◆ SUPPLIED DATA

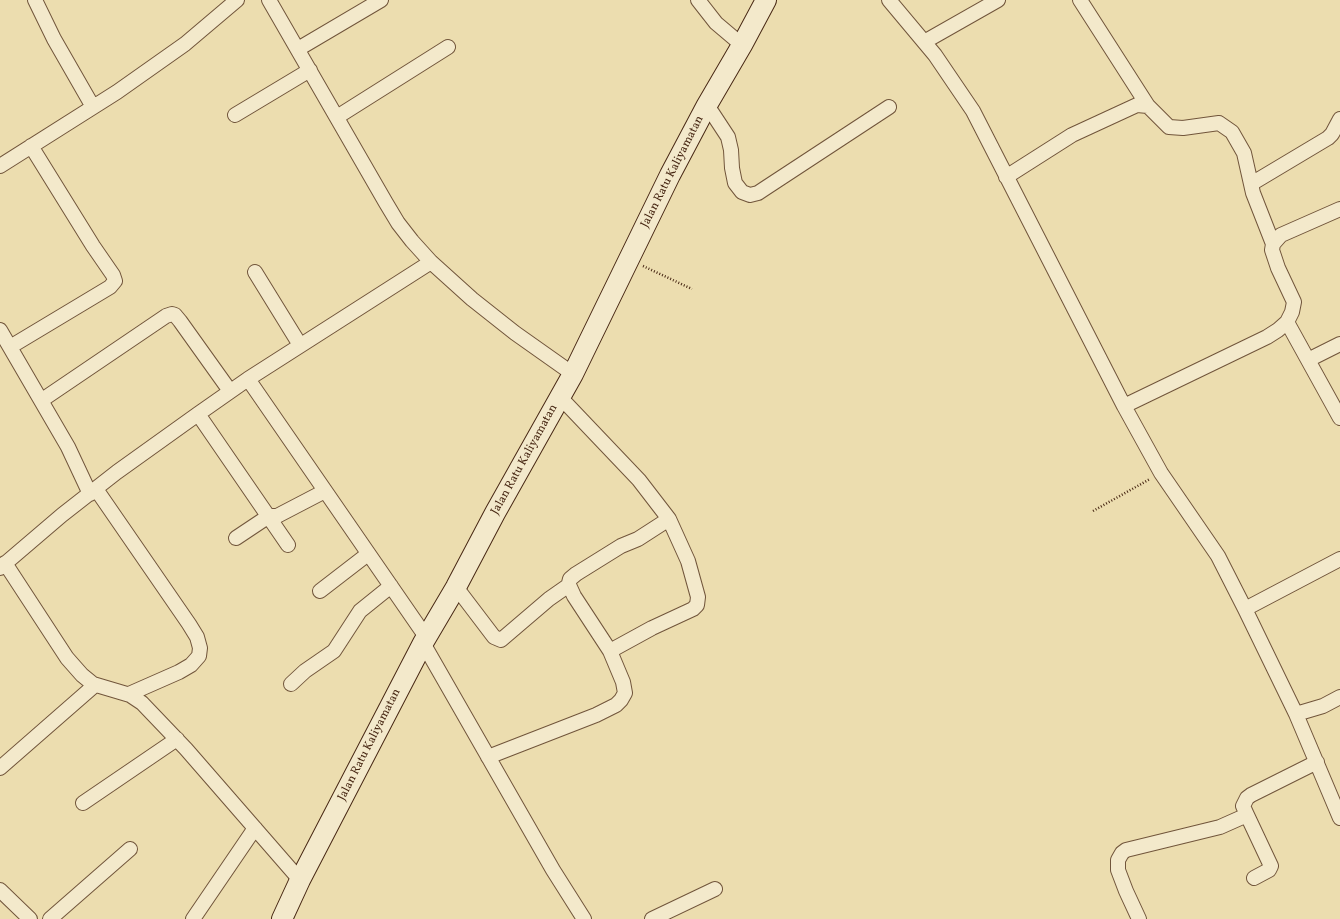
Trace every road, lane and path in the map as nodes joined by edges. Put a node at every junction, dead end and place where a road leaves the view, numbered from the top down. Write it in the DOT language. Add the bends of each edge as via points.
graph roads {
  1 [pos="35,0"];
  2 [pos="238,0"];
  3 [pos="269,0"];
  4 [pos="382,0"];
  5 [pos="698,0"];
  6 [pos="766,0"];
  7 [pos="889,0"];
  8 [pos="998,0"];
  9 [pos="1080,0"];
  10 [pos="924,42"];
  11 [pos="742,45"];
  12 [pos="448,47"];
  13 [pos="298,49"];
  14 [pos="310,70"];
  15 [pos="707,104"];
  16 [pos="1148,106"];
  17 [pos="93,107"];
  18 [pos="889,107"];
  19 [pos="235,115"];
  20 [pos="337,117"];
  21 [pos="1340,119"];
  22 [pos="31,146"];
  23 [pos="0,166"];
  24 [pos="1006,177"];
  25 [pos="1251,184"];
  26 [pos="1340,209"];
  27 [pos="1273,244"];
  28 [pos="630,260"];
  29 [pos="431,262"];
  30 [pos="255,272"];
  31 [pos="692,289"];
  32 [pos="1287,322"];
  33 [pos="0,330"];
  34 [pos="1340,344"];
  35 [pos="300,345"];
  36 [pos="10,347"];
  37 [pos="1308,360"];
  38 [pos="573,374"];
  39 [pos="248,379"];
  40 [pos="230,391"];
  41 [pos="560,397"];
  42 [pos="42,400"];
  43 [pos="1124,406"];
  44 [pos="198,414"];
  45 [pos="1340,418"];
  46 [pos="1161,472"];
  47 [pos="93,491"];
  48 [pos="325,491"];
  49 [pos="1093,511"];
  50 [pos="269,516"];
  51 [pos="669,519"];
  52 [pos="236,538"];
  53 [pos="288,545"];
  54 [pos="368,554"];
  55 [pos="1340,559"];
  56 [pos="2,566"];
  57 [pos="568,585"];
  58 [pos="391,586"];
  59 [pos="456,587"];
  60 [pos="320,591"];
  61 [pos="1245,609"];
  62 [pos="424,640"];
  63 [pos="610,651"];
  64 [pos="291,684"];
  65 [pos="95,685"];
  66 [pos="129,694"];
  67 [pos="1340,697"];
  68 [pos="1296,714"];
  69 [pos="177,739"];
  70 [pos="488,757"];
  71 [pos="1317,762"];
  72 [pos="0,768"];
  73 [pos="83,803"];
  74 [pos="1247,815"];
  75 [pos="1340,818"];
  76 [pos="255,828"];
  77 [pos="130,849"];
  78 [pos="1254,878"];
  79 [pos="300,880"];
  80 [pos="715,889"];
  81 [pos="0,890"];
  82 [pos="30,919"];
  83 [pos="50,919"];
  84 [pos="193,919"];
  85 [pos="282,919"];
  86 [pos="584,919"];
  87 [pos="652,919"];
  88 [pos="1139,919"];
  1 -- 17 [label="street"];
  2 -- 17 [label="street" via="185,44"];
  3 -- 13 [label="street"];
  4 -- 13 [label="street"];
  5 -- 11 [label="street" via="716,23"];
  6 -- 11 [label="main road, Jalan Ratu Kaliyamatan"];
  7 -- 10 [label="street"];
  8 -- 10 [label="street"];
  9 -- 16 [label="street"];
  10 -- 24 [label="street" via="973,111"];
  11 -- 15 [label="main road, Jalan Ratu Kaliyamatan"];
  12 -- 20 [label="street"];
  13 -- 14 [label="street"];
  14 -- 19 [label="street"];
  14 -- 20 [label="street"];
  15 -- 18 [label="street" via="728,137 735,183 742,192 750,195 764,189"];
  15 -- 28 [label="main road, Jalan Ratu Kaliyamatan"];
  16 -- 24 [label="street" via="1136,105 1093,125"];
  16 -- 25 [label="street" via="1169,127 1183,128 1219,123 1232,132 1244,153"];
  17 -- 22 [label="street"];
  20 -- 29 [label="street" via="394,216"];
  21 -- 25 [label="street" via="1328,138"];
  22 -- 23 [label="street"];
  22 -- 36 [label="street" via="115,281 110,287"];
  24 -- 43 [label="street"];
  25 -- 27 [label="street"];
  26 -- 27 [label="street" via="1281,235"];
  27 -- 32 [label="street" via="1272,250 1278,268 1294,302"];
  28 -- 31 [label="path"];
  28 -- 38 [label="main road, Jalan Ratu Kaliyamatan"];
  29 -- 35 [label="street"];
  29 -- 38 [label="street" via="493,316"];
  30 -- 35 [label="street"];
  32 -- 37 [label="street"];
  32 -- 43 [label="street" via="1267,337"];
  33 -- 36 [label="street"];
  34 -- 37 [label="street"];
  35 -- 39 [label="street"];
  36 -- 42 [label="street"];
  37 -- 45 [label="street"];
  38 -- 41 [label="main road, Jalan Ratu Kaliyamatan"];
  39 -- 40 [label="street"];
  39 -- 48 [label="street"];
  40 -- 42 [label="street" via="180,321 172,314"];
  40 -- 44 [label="street"];
  41 -- 51 [label="street" via="639,480"];
  41 -- 59 [label="main road, Jalan Ratu Kaliyamatan"];
  42 -- 47 [label="street"];
  43 -- 46 [label="street"];
  44 -- 47 [label="street"];
  44 -- 50 [label="street"];
  46 -- 49 [label="path"];
  46 -- 61 [label="street" via="1218,556"];
  47 -- 56 [label="street"];
  47 -- 66 [label="street" via="189,624 200,648 198,658 186,668"];
  48 -- 50 [label="street" via="277,516"];
  48 -- 54 [label="street"];
  50 -- 52 [label="street"];
  50 -- 53 [label="street"];
  51 -- 57 [label="street" via="576,574"];
  51 -- 63 [label="street" via="688,561 698,596 697,605"];
  54 -- 58 [label="street"];
  54 -- 60 [label="street"];
  55 -- 61 [label="street"];
  56 -- 65 [label="street" via="68,658 86,679"];
  57 -- 59 [label="street" via="501,640 494,636"];
  57 -- 63 [label="street"];
  58 -- 62 [label="street"];
  58 -- 64 [label="street" via="360,611 334,651"];
  59 -- 62 [label="main road, Jalan Ratu Kaliyamatan"];
  61 -- 68 [label="street"];
  62 -- 70 [label="street"];
  62 -- 79 [label="main road, Jalan Ratu Kaliyamatan"];
  63 -- 70 [label="street" via="623,682 625,693 622,700 596,714"];
  65 -- 66 [label="street"];
  65 -- 72 [label="street"];
  66 -- 69 [label="street" via="142,703"];
  67 -- 68 [label="street" via="1323,706"];
  68 -- 71 [label="street"];
  69 -- 73 [label="street"];
  69 -- 76 [label="street"];
  70 -- 86 [label="street"];
  71 -- 74 [label="street" via="1251,794 1243,806"];
  71 -- 75 [label="street"];
  74 -- 78 [label="street" via="1271,866 1269,870"];
  74 -- 88 [label="street" via="1220,827 1122,853 1118,860 1118,870"];
  76 -- 79 [label="street"];
  76 -- 84 [label="street"];
  77 -- 83 [label="street"];
  79 -- 85 [label="main road, Jalan Ratu Kaliyamatan"];
  80 -- 87 [label="street"];
  81 -- 82 [label="street"];
}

◆ PROMPT
The answer must consist of every line from the data that contains the word "Kaliyamatan".

◆ RESULT OF THE EXERCISE
  6 -- 11 [label="main road, Jalan Ratu Kaliyamatan"];
  11 -- 15 [label="main road, Jalan Ratu Kaliyamatan"];
  15 -- 28 [label="main road, Jalan Ratu Kaliyamatan"];
  28 -- 38 [label="main road, Jalan Ratu Kaliyamatan"];
  38 -- 41 [label="main road, Jalan Ratu Kaliyamatan"];
  41 -- 59 [label="main road, Jalan Ratu Kaliyamatan"];
  59 -- 62 [label="main road, Jalan Ratu Kaliyamatan"];
  62 -- 79 [label="main road, Jalan Ratu Kaliyamatan"];
  79 -- 85 [label="main road, Jalan Ratu Kaliyamatan"];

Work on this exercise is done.